Considering the 2020 George Floyd protests, and the many marches and movements beforehand, Blow expresses his belief that it is foolish to think repeating the same displays of protest and disobedience will create change, particularly in many destination cities (77-79). Additionally, he worries that protest and activism are becoming “an exercise in credentialing” (117) rather than a meaningful form of civil disobedience. It is from this cynicism that Blow finds the radical answer he sought from many Black intellectuals and civil rights icons: hope.

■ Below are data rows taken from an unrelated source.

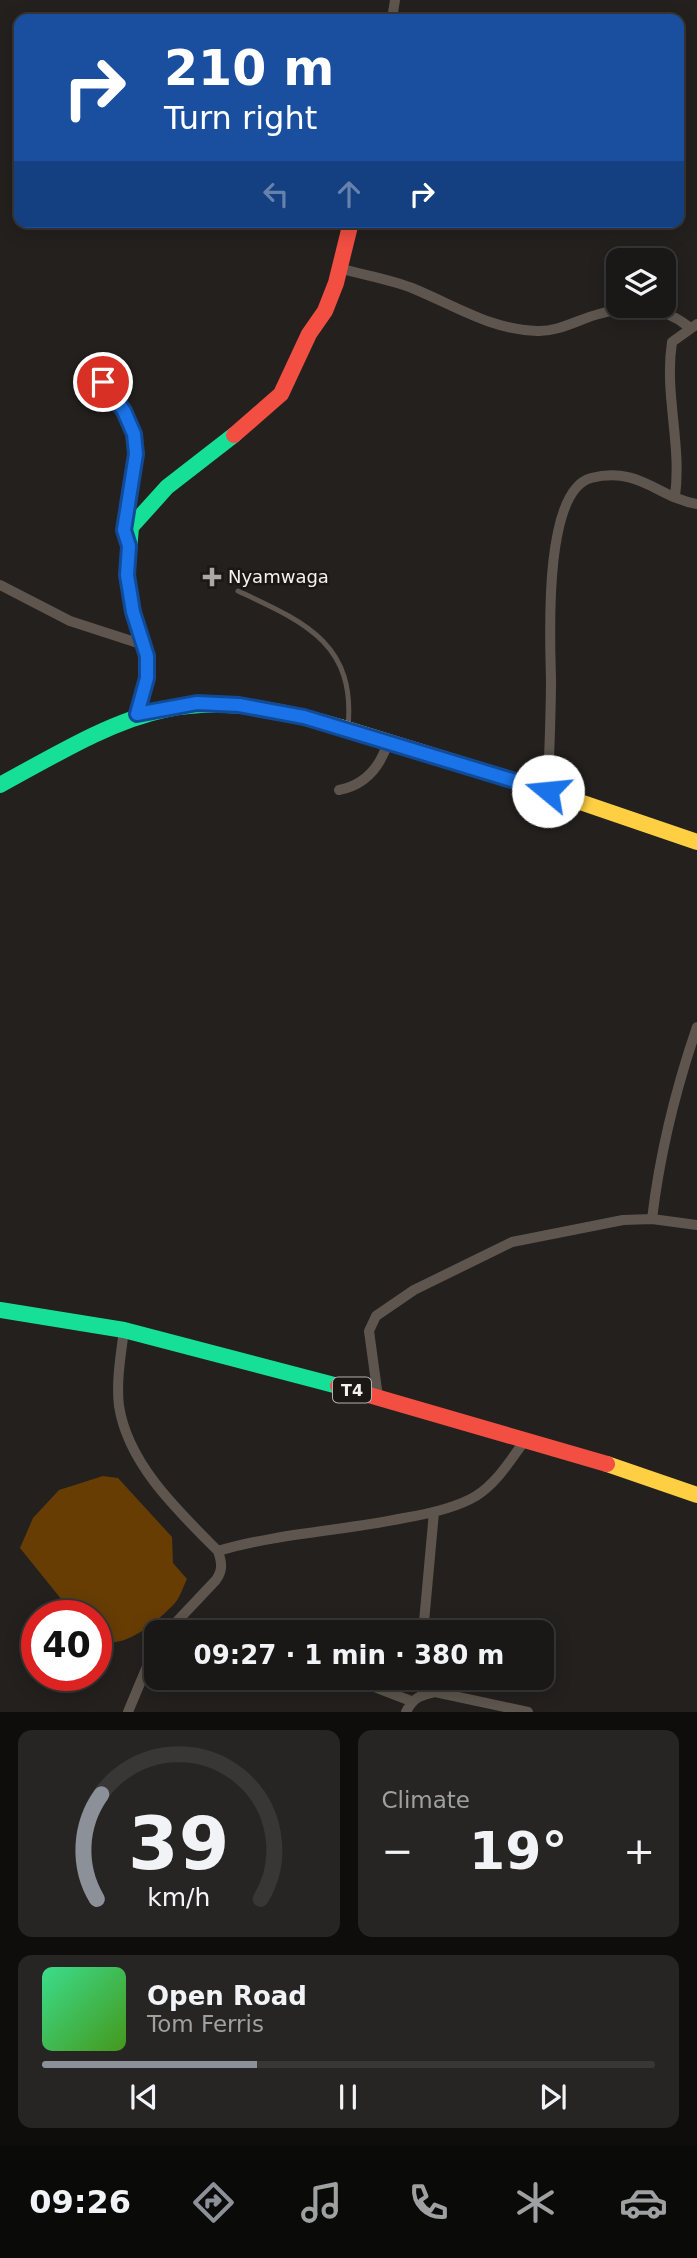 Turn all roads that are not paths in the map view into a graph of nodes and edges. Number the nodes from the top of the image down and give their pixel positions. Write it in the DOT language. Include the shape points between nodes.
graph roads {
  1 [pos="350,228"];
  2 [pos="340,268"];
  3 [pos="693,326"];
  4 [pos="103,382"];
  5 [pos="675,496"];
  6 [pos="697,504"];
  7 [pos="129,546"];
  8 [pos="0,585"];
  9 [pos="238,591"];
  10 [pos="144,645"];
  11 [pos="137,714"];
  12 [pos="348,730"];
  13 [pos="388,742"];
  14 [pos="0,785"];
  15 [pos="338,790"];
  16 [pos="548,791"];
  17 [pos="697,842"];
  18 [pos="697,1027"];
  19 [pos="652,1219"];
  20 [pos="697,1225"];
  21 [pos="0,1310"];
  22 [pos="124,1330"];
  23 [pos="378,1397"];
  24 [pos="526,1439"];
  25 [pos="697,1495"];
  26 [pos="434,1512"];
  27 [pos="218,1551"];
  28 [pos="178,1620"];
  29 [pos="424,1620"];
  30 [pos="144,1674"];
  31 [pos="382,1690"];
  32 [pos="422,1690"];
  33 [pos="422,1694"];
  34 [pos="411,1701"];
  35 [pos="128,1712"];
  36 [pos="406,1712"];
  37 [pos="528,1712"];
  1 -- 2 [label="main road"];
  2 -- 3 [label="street" via="411,288 495,325 541,332 598,314 653,308"];
  2 -- 7 [label="main road" via="325,311 281,394 150,502 131,527"];
  3 -- 5 [label="street" via="672,342 670,354 668,383 678,476"];
  4 -- 7 [label="street" via="134,434 136,454 124,530"];
  5 -- 6 [label="street"];
  5 -- 16 [label="street" via="633,478 611,475 589,478 572,491 552,571 548,620"];
  7 -- 10 [label="main road" via="127,575"];
  8 -- 10 [label="street" via="71,621"];
  9 -- 12 [label="lane" via="314,632 334,654 344,671"];
  10 -- 11 [label="main road" via="147,678"];
  11 -- 12 [label="main road" via="197,703 239,705"];
  11 -- 14 [label="main road"];
  12 -- 13 [label="main road"];
  13 -- 15 [label="street" via="365,781"];
  13 -- 16 [label="main road"];
  16 -- 17 [label="main road"];
  18 -- 19 [label="street" via="659,1160"];
  19 -- 20 [label="street"];
  19 -- 23 [label="street" via="597,1224 512,1242 390,1304 376,1316 369,1331"];
  21 -- 22 [label="main road, T4"];
  22 -- 23 [label="main road, T4"];
  22 -- 27 [label="street" via="119,1404 125,1433 160,1487"];
  23 -- 24 [label="main road, T4"];
  24 -- 25 [label="main road, T4"];
  24 -- 26 [label="street" via="495,1480 475,1496"];
  26 -- 27 [label="street"];
  26 -- 29 [label="street"];
  27 -- 28 [label="street" via="221,1573"];
  30 -- 35 [label="street"];
  31 -- 34 [label="street"];
  32 -- 33 [label="street"];
  33 -- 34 [label="street"];
  33 -- 37 [label="street" via="435,1692"];
  34 -- 36 [label="street"];
} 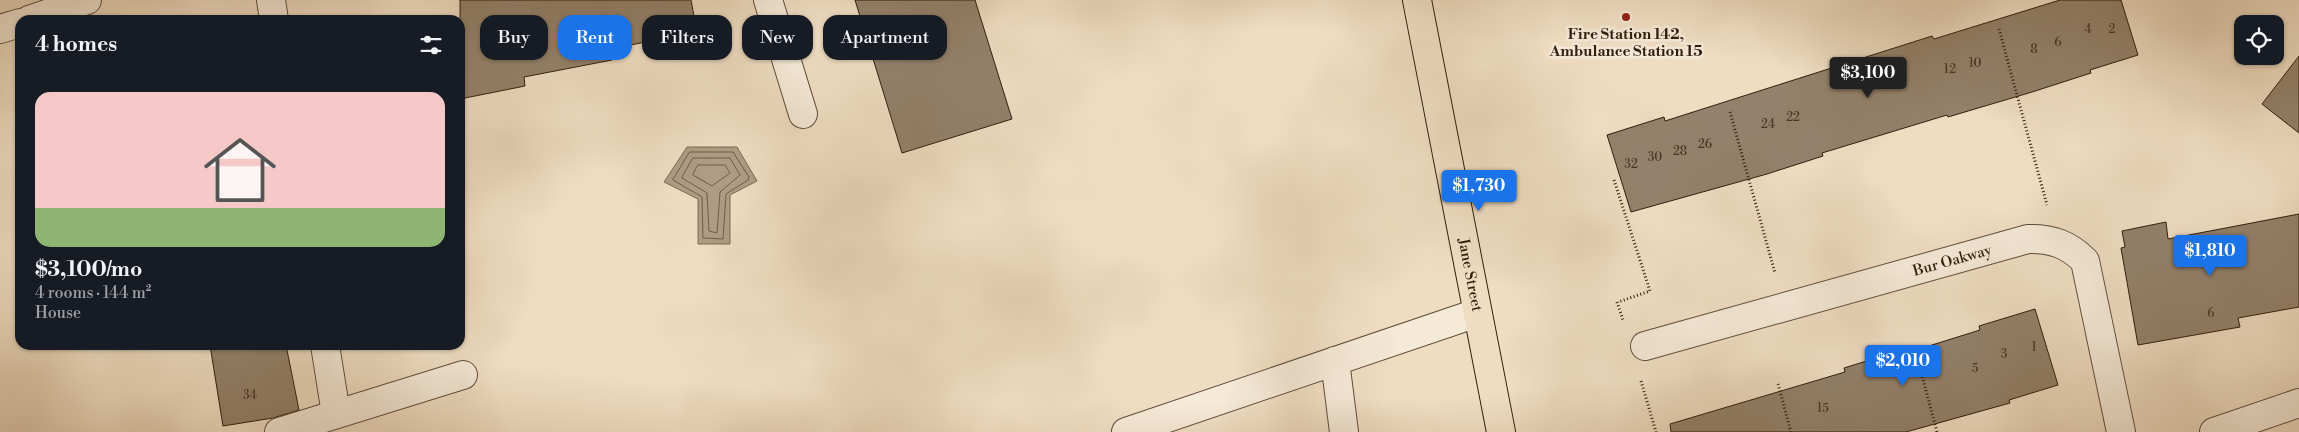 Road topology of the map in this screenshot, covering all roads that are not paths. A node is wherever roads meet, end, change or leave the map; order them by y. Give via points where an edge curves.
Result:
1 (87, 0) edge
2 (271, 0) edge
3 (768, 0) edge
4 (1417, 0) edge
5 (39, 11) edge
6 (273, 15) edge
7 (15, 24) edge
8 (0, 29) edge
9 (804, 114) dead end
10 (1477, 313) junction
11 (1645, 346) dead end
12 (326, 350) edge
13 (1335, 361) junction
14 (464, 375) dead end
15 (2299, 403) edge
16 (336, 414) junction
17 (280, 432) edge
18 (1126, 432) edge
19 (1344, 432) edge
20 (1501, 432) edge
21 (2121, 432) edge
22 (2214, 432) edge

1 - 5 street
2 - 6 street
3 - 9 street
4 - 10 main road, Jane Street
7 - 8 street
10 - 13 street
10 - 20 main road, Jane Street
11 - 21 street, Bur Oakway via 2028,239 2043,238 2057,241 2085,261
12 - 16 street
13 - 18 street
13 - 19 street
14 - 16 street
15 - 22 street
16 - 17 street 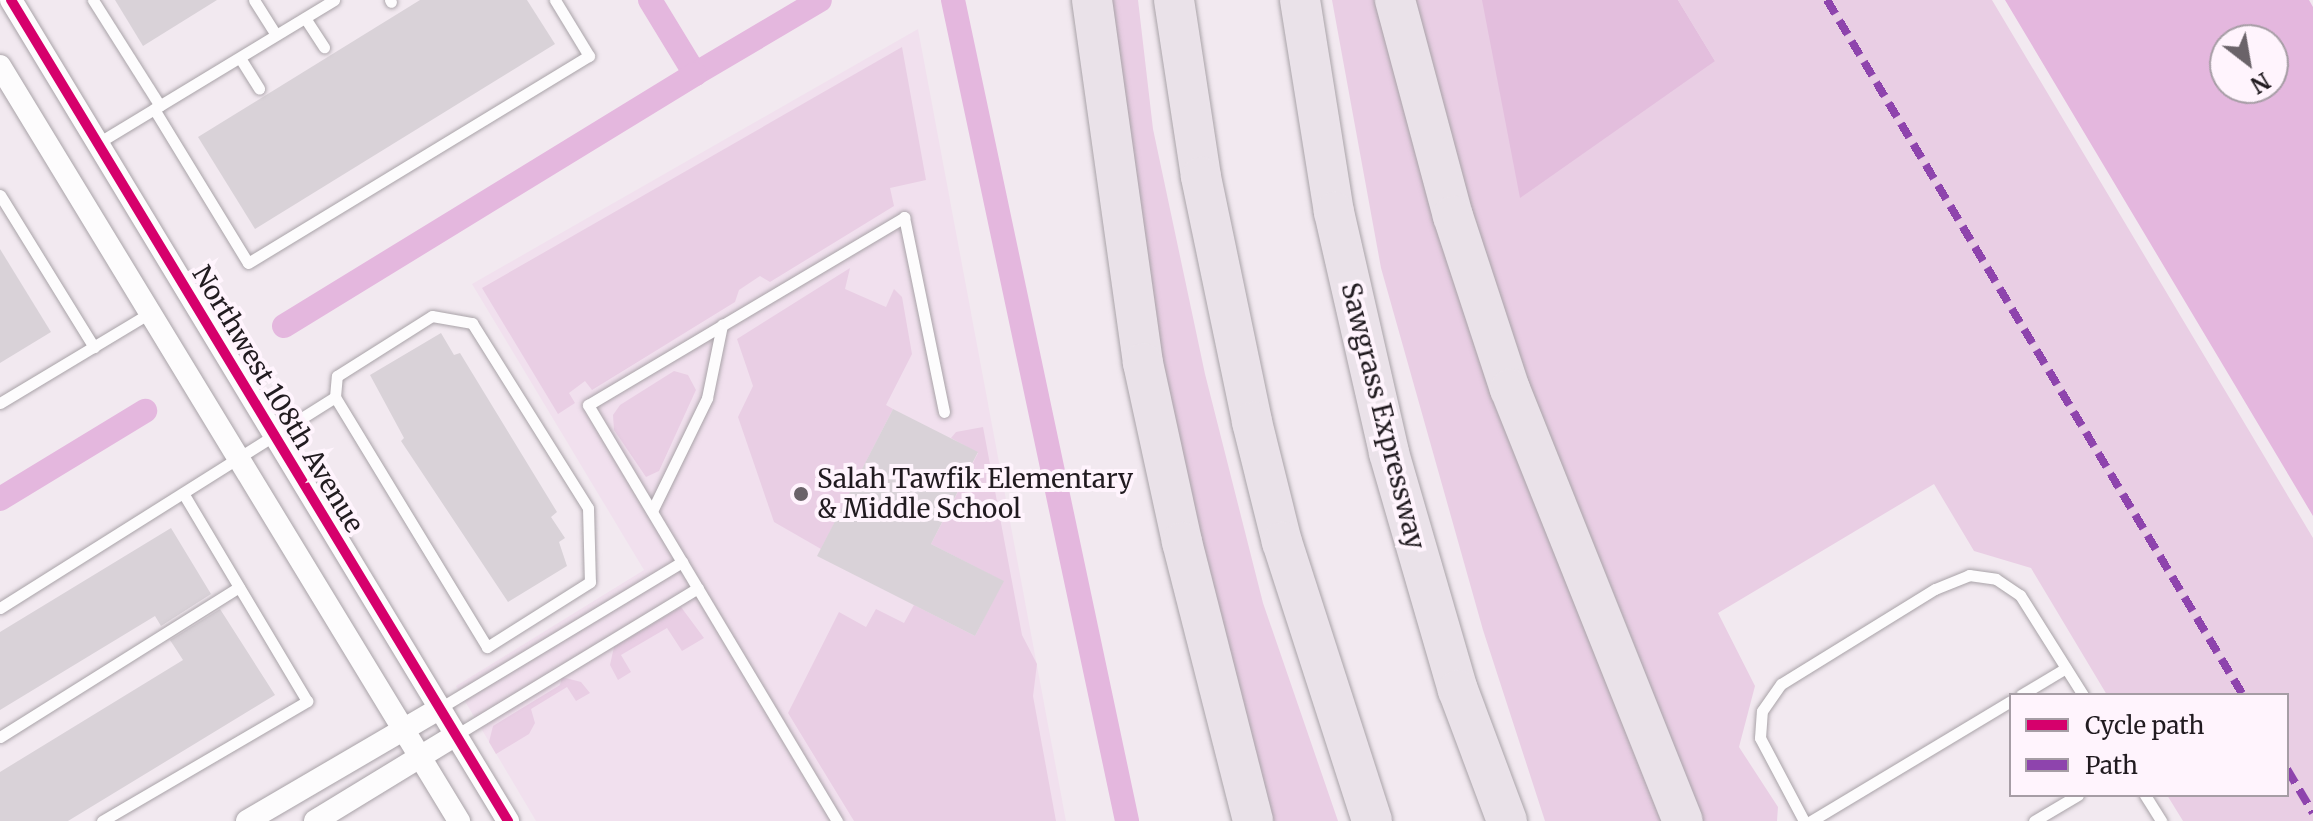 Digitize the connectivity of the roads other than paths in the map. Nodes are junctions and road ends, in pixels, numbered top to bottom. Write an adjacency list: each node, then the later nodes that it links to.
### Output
1 (11, 0): 17 (street, Northwest 108th Avenue)
2 (93, 0): 16 (lane)
3 (254, 0): 11 (lane)
4 (334, 0): 10 (lane)
5 (555, 0): 16 (lane)
6 (1092, 0): 50 (highway)
7 (1174, 0): 51 (highway)
8 (1300, 0): 52 (highway, Sawgrass Expressway)
9 (1395, 0): 53 (highway)
10 (305, 18): 11 (lane); 12 (lane)
11 (276, 35): 13 (lane)
12 (324, 47)
13 (240, 58): 15 (lane); 16 (lane)
14 (2, 73): 19 (street)
15 (259, 88)
16 (157, 107): 17 (lane)
17 (98, 143): 25 (street, Northwest 108th Avenue)
18 (0, 195): 21 (lane)
19 (148, 314): 21 (lane); 26 (street)
20 (722, 325): 24 (lane); 28 (lane); 28 (lane)
21 (94, 347): 23 (lane)
22 (335, 397): 22 (lane); 25 (lane)
23 (0, 403)
24 (944, 412)
25 (274, 434): 26 (lane); 37 (street, Northwest 108th Avenue)
26 (235, 459): 27 (lane); 38 (street)
27 (183, 493): 30 (lane); 32 (lane)
28 (652, 511): 29 (lane)
29 (682, 562): 31 (lane); 37 (lane)
30 (239, 587): 40 (lane); 44 (lane)
31 (698, 588): 39 (lane); 49 (lane)
32 (0, 608)
33 (2066, 668): 34 (lane); 35 (lane); 54 (lane)
34 (2024, 693)
35 (2082, 693)
36 (2009, 702): 55 (lane)
37 (440, 708): 38 (street); 39 (street, Northwest 108th Avenue)
38 (403, 729): 41 (street); 45 (street)
39 (456, 735): 41 (street); 48 (street, Northwest 108th Avenue)
40 (0, 737)
41 (420, 756): 46 (street); 47 (street)
42 (2075, 797): 56 (lane)
43 (2146, 797): 57 (lane)
44 (102, 821)
45 (247, 821)
46 (315, 821)
47 (459, 821)
48 (508, 821)
49 (837, 821)
50 (1253, 821)
51 (1372, 821)
52 (1507, 821)
53 (1683, 821)
54 (1804, 821)
55 (1811, 821)
56 (2034, 821)
57 (2161, 821) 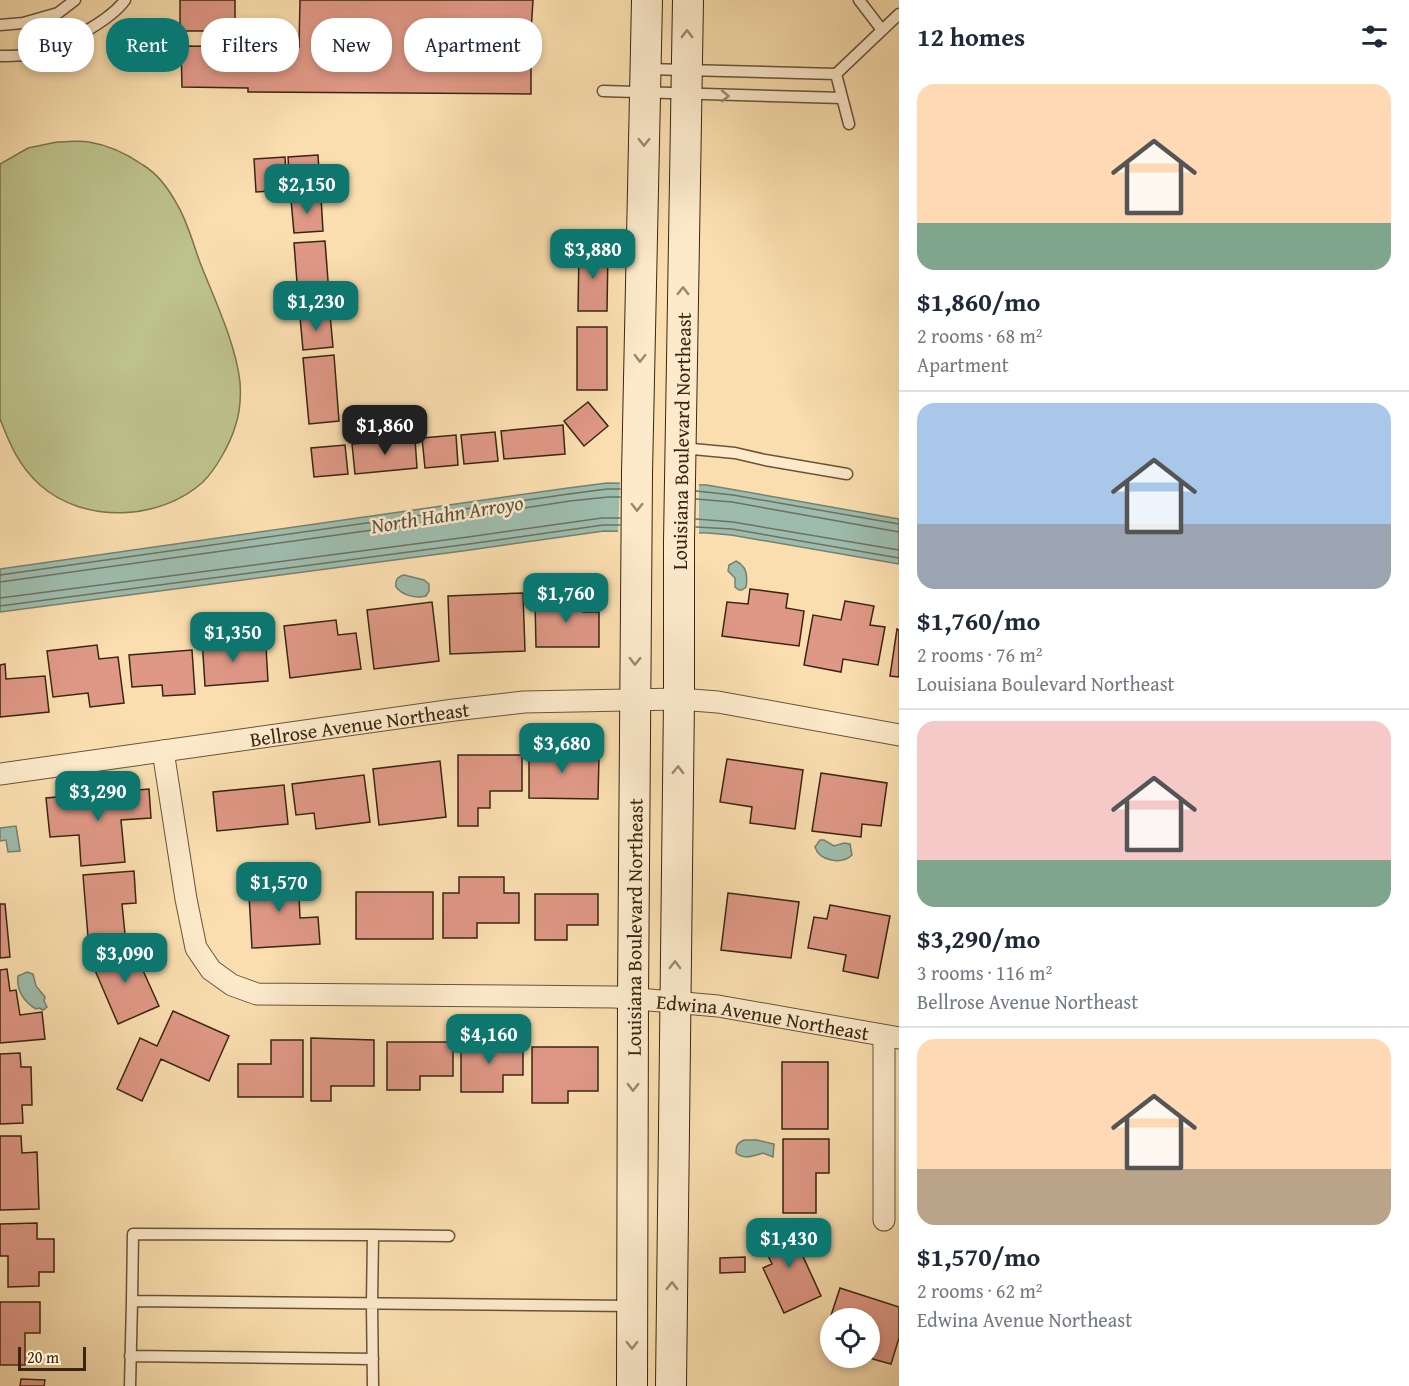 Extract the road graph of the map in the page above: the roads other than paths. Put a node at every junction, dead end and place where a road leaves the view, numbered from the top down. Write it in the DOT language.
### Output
graph roads {
  1 [pos="75,0"];
  2 [pos="125,0"];
  3 [pos="647,0"];
  4 [pos="688,0"];
  5 [pos="859,0"];
  6 [pos="899,14"];
  7 [pos="0,25"];
  8 [pos="882,30"];
  9 [pos="0,56"];
  10 [pos="836,74"];
  11 [pos="645,81"];
  12 [pos="687,82"];
  13 [pos="603,92"];
  14 [pos="842,98"];
  15 [pos="849,124"];
  16 [pos="680,462"];
  17 [pos="847,474"];
  18 [pos="679,699"];
  19 [pos="635,700"];
  20 [pos="899,735"];
  21 [pos="163,751"];
  22 [pos="0,774"];
  23 [pos="633,999"];
  24 [pos="675,1002"];
  25 [pos="891,1037"];
  26 [pos="884,1220"];
  27 [pos="373,1235"];
  28 [pos="449,1236"];
  29 [pos="132,1301"];
  30 [pos="372,1304"];
  31 [pos="632,1306"];
  32 [pos="130,1356"];
  33 [pos="373,1359"];
  34 [pos="130,1386"];
  35 [pos="373,1386"];
  36 [pos="632,1386"];
  37 [pos="671,1386"];
  1 -- 7 [label="lane"];
  2 -- 9 [label="lane"];
  3 -- 11 [label="main road, Louisiana Boulevard Northeast"];
  12 -- 4 [label="main road, Louisiana Boulevard Northeast, one-way"];
  5 -- 8 [label="lane"];
  6 -- 8 [label="lane"];
  8 -- 10 [label="lane"];
  10 -- 12 [label="lane"];
  10 -- 14 [label="lane"];
  11 -- 12 [label="lane"];
  11 -- 12 [label="lane"];
  11 -- 13 [label="lane"];
  11 -- 19 [label="main road, Louisiana Boulevard Northeast, one-way"];
  12 -- 14 [label="lane, one-way"];
  16 -- 12 [label="main road, Louisiana Boulevard Northeast, one-way"];
  14 -- 15 [label="lane"];
  16 -- 17 [label="lane"];
  16 -- 18 [label="main road, Louisiana Boulevard Northeast"];
  18 -- 19 [label="street, Bellrose Avenue Northeast"];
  18 -- 20 [label="street, Bellrose Avenue Northeast"];
  24 -- 18 [label="main road, Louisiana Boulevard Northeast, one-way"];
  19 -- 21 [label="street, Bellrose Avenue Northeast"];
  19 -- 23 [label="main road, Louisiana Boulevard Northeast"];
  21 -- 22 [label="street, Bellrose Avenue Northeast"];
  21 -- 23 [label="street, Edwina Avenue Northeast"];
  23 -- 24 [label="street, Edwina Avenue Northeast"];
  23 -- 31 [label="main road, Louisiana Boulevard Northeast, one-way"];
  24 -- 25 [label="street, Edwina Avenue Northeast"];
  37 -- 24 [label="main road, Louisiana Boulevard Northeast, one-way"];
  25 -- 26 [label="street"];
  27 -- 28 [label="lane"];
  27 -- 29 [label="lane"];
  27 -- 30 [label="lane"];
  29 -- 30 [label="lane"];
  29 -- 32 [label="lane"];
  30 -- 31 [label="lane"];
  30 -- 33 [label="lane"];
  31 -- 36 [label="main road, Louisiana Boulevard Northeast, one-way"];
  32 -- 33 [label="lane"];
  32 -- 34 [label="lane"];
  33 -- 35 [label="lane"];
}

Although Blow explicitly discusses hope and community in the South later in the book, he highlights these themes here to establish a goal and encourage Black people to embrace his proposition. He questions the notion that this idea is radical, calling radicalism “a term so ubiquitously applied and awarded without circumspection that it has nearly been stripped of substance” (142). But finding hope is a radical proposition in a world built on white supremacy; Blow finds hope in his plan and within the incipient Black communities it will form. He believes these communities are fertile places for Blackness, acknowledging, “I have known the nurturing, protective aura of majority-Black places” (130). When faced with criticism of his agenda, particularly charges that his plan is counterintuitive and inspired by segregation, Blow rebukes his critics by stating that “Black people need no permission to seek their own liberation” (51) and “Black people in America must engineer their own Zion” (114).